НЕДОСТОЙНЫЙ ПРОФЕССОР
«Я откровенно признаюсь, — ответил Лизандр, — что я законченный библиоман — что я нежно люблю книги — что само созерцание, прикосновение и простое чтение...»
«Постой, мой друг», — снова воскликнул Филемон; — «ты отрекся от своего призвания — ты рассуждаешь о чтении книг — разве библиофилы когда-нибудь читают книги?» — Т. Ф. Дибдин. «Библиомания».
БИБЛИОФИЛ
«Видите ли, друзья мои, — сказал я тихо, — вон того энергичного джентльмена с проницательным взглядом? Это Лепид. Подобно Мальябеки, довольствующийся скромной пищей и простой одеждой и предпочитающий богатства библиотеки богатствам домашней обстановки, он ненасытен в своих библиофильских аппетитах. «Долгий опыт сделал его мудрецом», и потому не без веских причин к его мнению прислушиваются и считают его почти пророческим. Вы увидите, что он займет свое привычное место, командуя правым или левым флангом аукциониста, и что он оживит своими веселыми и остроумными замечаниями круг, который окружает его наиболее тесно. Есть такие, кто не станет делать ставку, пока ее не сделает Лепид, и кто уступает всю свою рассудительность и собственное мнение его всеобъемлющим книжным познаниям. Следствие этого в том, что Лепид с трудом может совершать покупки для собственной библиотеки, и ему поневоле приходится прибегать к тысяче ловких и удачных маневров всякий раз, когда попадается редкая или любопытная книга... Будучи по праву уважаемым за свою ученость и здравый смысл, он не является тем, кого можно назвать модным коллекционером; ибо старинные хроники и рыцарские романы самым решительным образом изгоняются из его библиотеки. Заговорите с ним о Гофмане, Шетгенусе, Розенмюллере и Михаэлисе, и он будет вежливо слушать вашу беседу; но когда вы начнете разглагольствовать, сколь угодно учено и восторженно, о Фруассаре и принце Артуре, он скажет вам, что его сердце остается холодным к этой теме; и что даже чистый, неразрезанный экземпляр первопечатного издания каждого из них, работы Верара или Кэкстона, не вызовет ни единой слезы сочувственного восторга на его глазах». — Т. Ф. Дибдин. «Библиомания».
ЗАВИДНЫЙ КНИЖНЫЙ ЧЕРВЬ
Характер ученого нередко истончается до тени тени, пока от него не остается ничего, кроме простого книжного червя. В этом последнем характере часто есть нечто милое, а также завидное. Я знаю, по крайней мере, один такой пример. Человек, о котором я говорю, питает восхищение перед ученостью, даже если его лишь ослепляет ее свет. Он живет среди старых авторов, если и не проникаясь глубоко их духом. Он трогает переплеты, перелистывает страницы и знаком с именами и датами.

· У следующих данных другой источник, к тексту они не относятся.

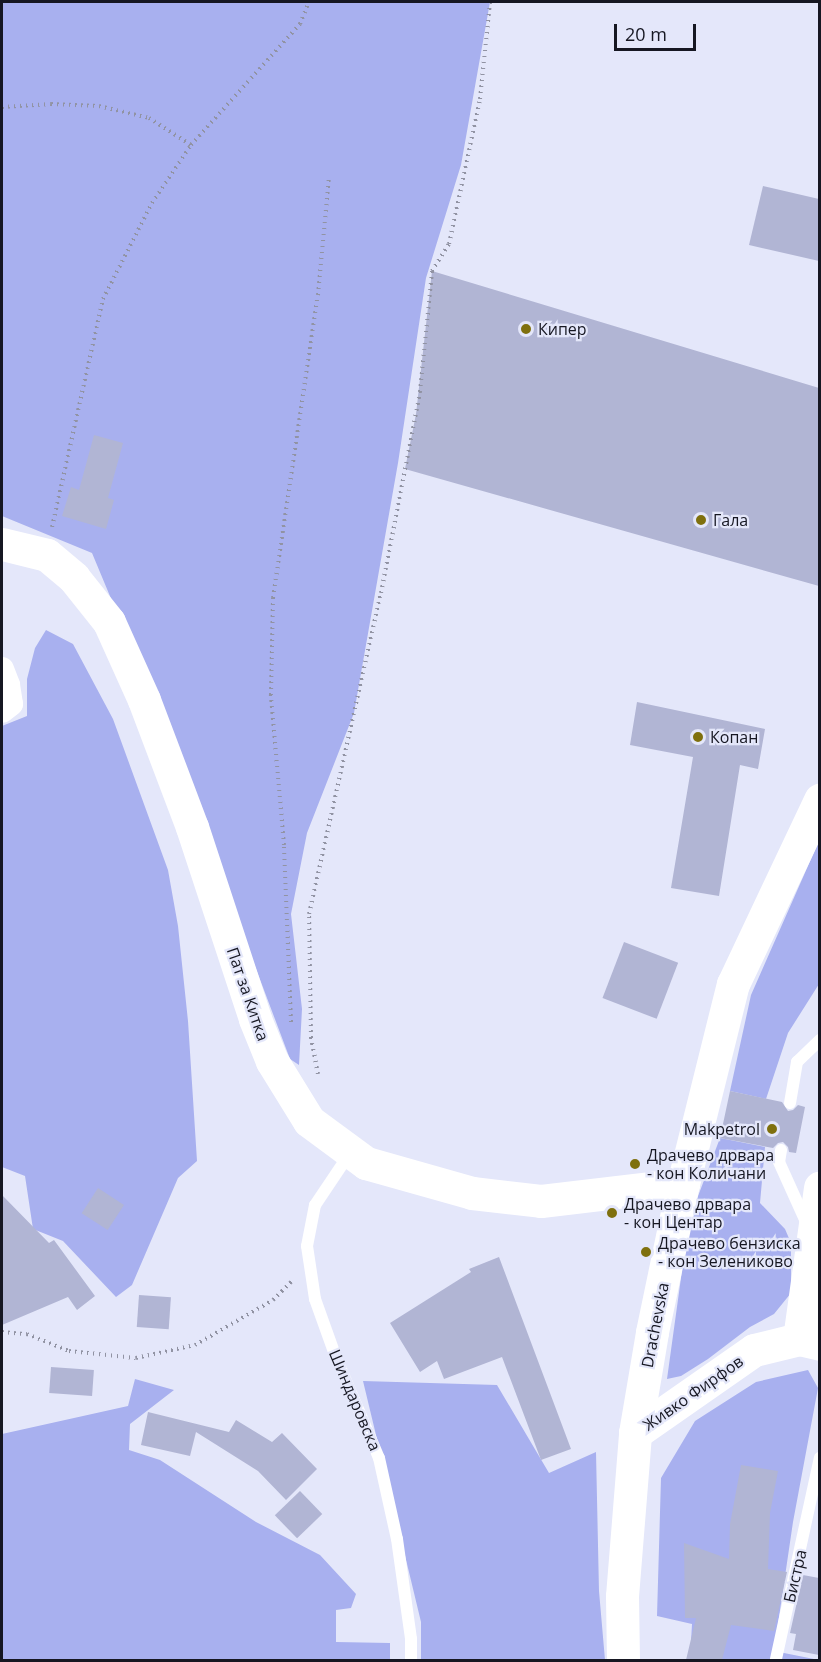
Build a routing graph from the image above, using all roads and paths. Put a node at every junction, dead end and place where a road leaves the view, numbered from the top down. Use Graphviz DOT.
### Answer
graph roads {
  1 [pos="309,2"];
  2 [pos="490,2"];
  3 [pos="2,107"];
  4 [pos="191,145"];
  5 [pos="329,177"];
  6 [pos="4,550"];
  7 [pos="47,555"];
  8 [pos="2,669"];
  9 [pos="2,711"];
  10 [pos="819,800"];
  11 [pos="291,1027"];
  12 [pos="819,1040"];
  13 [pos="319,1082"];
  14 [pos="790,1103"];
  15 [pos="781,1150"];
  16 [pos="351,1152"];
  17 [pos="683,1184"];
  18 [pos="819,1187"];
  19 [pos="811,1234"];
  20 [pos="310,1263"];
  21 [pos="2,1332"];
  22 [pos="809,1342"];
  23 [pos="635,1433"];
  24 [pos="819,1458"];
  25 [pos="776,1659"];
  26 [pos="411,1660"];
  27 [pos="623,1660"];
  1 -- 4 [label="path"];
  2 -- 13 [label="path"];
  3 -- 4 [label="path"];
  4 -- 7 [label="path"];
  5 -- 11 [label="path"];
  6 -- 7 [label="street, Пат за Китка"];
  7 -- 16 [label="street, Пат за Китка"];
  8 -- 9 [label="street"];
  10 -- 17 [label="street, Drachevska"];
  12 -- 14 [label="lane"];
  15 -- 19 [label="lane"];
  16 -- 17 [label="street, Пат за Китка"];
  16 -- 20 [label="lane, Шиндаровска"];
  17 -- 23 [label="street, Drachevska"];
  18 -- 19 [label="street"];
  19 -- 22 [label="street"];
  20 -- 21 [label="path"];
  20 -- 26 [label="lane, Шиндаровска"];
  22 -- 23 [label="street, Живко Фирфов"];
  23 -- 27 [label="street, Drachevska"];
  24 -- 25 [label="lane, Бистра"];
}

Он занят и погружен в себя. Он висит, как пленка или паутина, на письменах, или подобен пыли на внешней стороне знания, которую не следует грубо смахивать. Он следует за ученостью, как ее тень; но в качестве таковой он почтенен. Он пасется на шелухе и листьях книг, как молодой олененок пасется на коре и листьях деревьев. Такой человек всю свою жизнь живет в мечтах об учености и ни разу не был разбужен от сна реальным ощущением вещей. Он безоговорочно верит в гений, истину, добродетель, свободу, потому что находит названия этих вещей в книгах. Он думает, что любовь и дружба — самые прекрасные вещи, которые можно вообразить, как на практике, так и в теории. Легенда о добрых женщинах для него не вымысел. Когда он выбирается из сумерек своей кельи, сцена предстает перед ним, как иллюминированный часослов, и все люди, которых он видит, — лишь фигуры в камере-обскуре. Он читает мир, как любимый том, только чтобы найти в нем красоты, или как издание какого-нибудь старого труда, которое он готовит к печати, только чтобы внести в него исправления и поправить ошибки, которые нечаянно вкрались. Он и его пес Трей — почти одинаково честные, простодушные, верные, ласковые существа — если бы только Трей умел читать! Его ум не может воспринять отпечаток порока: но мягкость его натуры превращает желчь в молоко. Он и мухи не обидит. Он рисует картину человечества, исходя из бесхитростной простоты собственного сердца: и когда он умрет, его дух улыбнется на прощание, не имея ни одной дурной мысли о других и не осознавая таковой в себе самом». — У. Хэзлитт. «О беседе авторов».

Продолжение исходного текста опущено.